Migrating from a Monolithic Orchestrator to Apache Airflow
Photo by Corinne Kutz on Unsplash
Before we knew better
Our orchestration system started as a simple internal solution to manage event pipelines and trigger downstream jobs. Over time, as more workflows and dependencies were added, it gradually evolved into a tightly coupled monolithic scheduler that became increasingly difficult to understand and maintain.
Understanding how a workflow executed often meant looking through multiple files, configurations and database tables.
For newer team members, onboarding into the system took time because much of the workflow context was distributed across different parts of the codebase. Even relatively small changes required careful coordination to ensure existing pipelines continued to work as expected. Similarly, debugging typically involved manually tracing logs and rerunning jobs to better understand execution behavior.
Limitations of our legacy design
We had a monolithic architecture written in Clojure that bundled all our event pipelines together, added dependencies between them and triggered a Lambda function.
Legacy Workflow

This Lambda function added a single monolithic step to the EMR cluster. If there was an issue in any one of the pipelines, the entire flow would fail due to the single step on the cluster.
We did not have step-wise monitoring in the old design, so during on-call situations it became very difficult to identify which part of the pipeline was causing the issue.
There was no single place to answer basic questions like:
- What runs first?
- What happens if this step fails?
- How do I re-run just one part safely?
The scheduler worked, but it was hard to understand, hard to maintain and even harder to explain. That’s when we realized we needed a better way.
What we actually needed
Our aim was less about fancy scheduling features and more about making our daily work easier and more reliable.
- Simpler onboarding, less mental overhead
Our existing step scheduler was built in Clojure and came with a steep learning curve. New engineers had to spend a lot of time just understanding how jobs were defined, chained and monitored before they could confidently make changes. In contrast, moving to Apache Airflow and its Python-based DAGs made workflows far more readable and intuitive. The structure of dependencies, retries and scheduling became obvious at a glance and because Python was already familiar to a much broader set of engineers, onboarding became significantly faster. The shift not only improved maintainability but also made the scheduler more accessible to the wider engineering team.
2. One failure shouldn’t kill everything
In our old setup, if one step in a multi-step job failed, the entire job would terminate. This was painful, especially for long-running pipelines. A single transient issue like a network glitch or a temporary dependency failure meant rerunning everything from scratch.

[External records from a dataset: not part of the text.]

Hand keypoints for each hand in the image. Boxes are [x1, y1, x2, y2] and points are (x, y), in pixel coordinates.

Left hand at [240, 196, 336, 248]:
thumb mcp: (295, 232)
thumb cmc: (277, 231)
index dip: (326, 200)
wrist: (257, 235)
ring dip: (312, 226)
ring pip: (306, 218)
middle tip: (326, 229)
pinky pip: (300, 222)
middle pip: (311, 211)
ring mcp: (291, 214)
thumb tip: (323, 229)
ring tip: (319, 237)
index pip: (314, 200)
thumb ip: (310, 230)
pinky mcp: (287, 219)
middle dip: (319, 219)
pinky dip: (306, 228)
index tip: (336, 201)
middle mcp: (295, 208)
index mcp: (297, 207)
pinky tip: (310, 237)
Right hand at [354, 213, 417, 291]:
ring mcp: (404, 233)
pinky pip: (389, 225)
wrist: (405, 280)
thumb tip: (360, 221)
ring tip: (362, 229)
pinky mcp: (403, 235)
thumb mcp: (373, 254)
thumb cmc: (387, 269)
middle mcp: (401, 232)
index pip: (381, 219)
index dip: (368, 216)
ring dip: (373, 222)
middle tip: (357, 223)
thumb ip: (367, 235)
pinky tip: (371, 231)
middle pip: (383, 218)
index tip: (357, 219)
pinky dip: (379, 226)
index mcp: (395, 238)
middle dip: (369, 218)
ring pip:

We needed better fault isolation, where a failed step doesn’t automatically bring down the whole workflow.
3. Clear visibility and easy recovery from failures
When something failed, it wasn’t always obvious what failed or why. We wanted a clear view of each step or task, with the ability to:
- Quickly see which step failed
- Get alerted when failures happen
- Re-trigger only the failed step instead of restarting the entire job
In short, we were looking for a workflow system that was easier to understand, more forgiving when things go wrong and faster to recover from failures without adding more operational complexity.
Why we chose Apache Airflow
Once we were clear with our needs, Apache Airflow was a good fit. Airflow is designed to act as a robust orchestration platform.
- Airflow Was Already Available and Production-Ready
One of the biggest factors was that Apache Airflow was already set up and running in our environment. This allowed us to avoid the upfront cost of evaluating, deploying and writing a new scheduler from scratch. Instead, we could focus on solving workflow problems rather than infrastructure problems.
2. Better Observability and Debugging
Airflow provides rich visibility into workflows:
- Task-level logs
- Retry history
- Execution timelines
- Clear success/failure states
- Better dependency management between tasks
This significantly improved our ability to debug failures compared to the limited visibility offered by the step scheduler.
3. Support for Retries, Backfills and Scheduling
Apache Airflow provides core orchestration capabilities such as configurable retries, historical backfills, and flexible time- and event-based scheduling out of the box. These features are built into the platform and require minimal configuration. As a result, we were able to eliminate a large amount of custom logic from our legacy scheduler. This simplified our workflows and reduced long-term maintenance overhead.
4. Separation of Orchestration and Business Logic
With Airflow, orchestration logic lives in DAGs while business logic lives in independent services or jobs. This separation made workflows easier to test, reason about and evolve over time — something that was harder to enforce with a step scheduler.
Migration approach
The first step in the migration was mapping the existing scheduler concepts into Airflow primitives.
- Each pipeline was converted into an Airflow DAG.
- Existing steps became Airflow tasks/operators.
- Dependencies were explicitly defined using DAG relationships instead of implicit execution logic.
This made the execution flow much easier to understand and visualize.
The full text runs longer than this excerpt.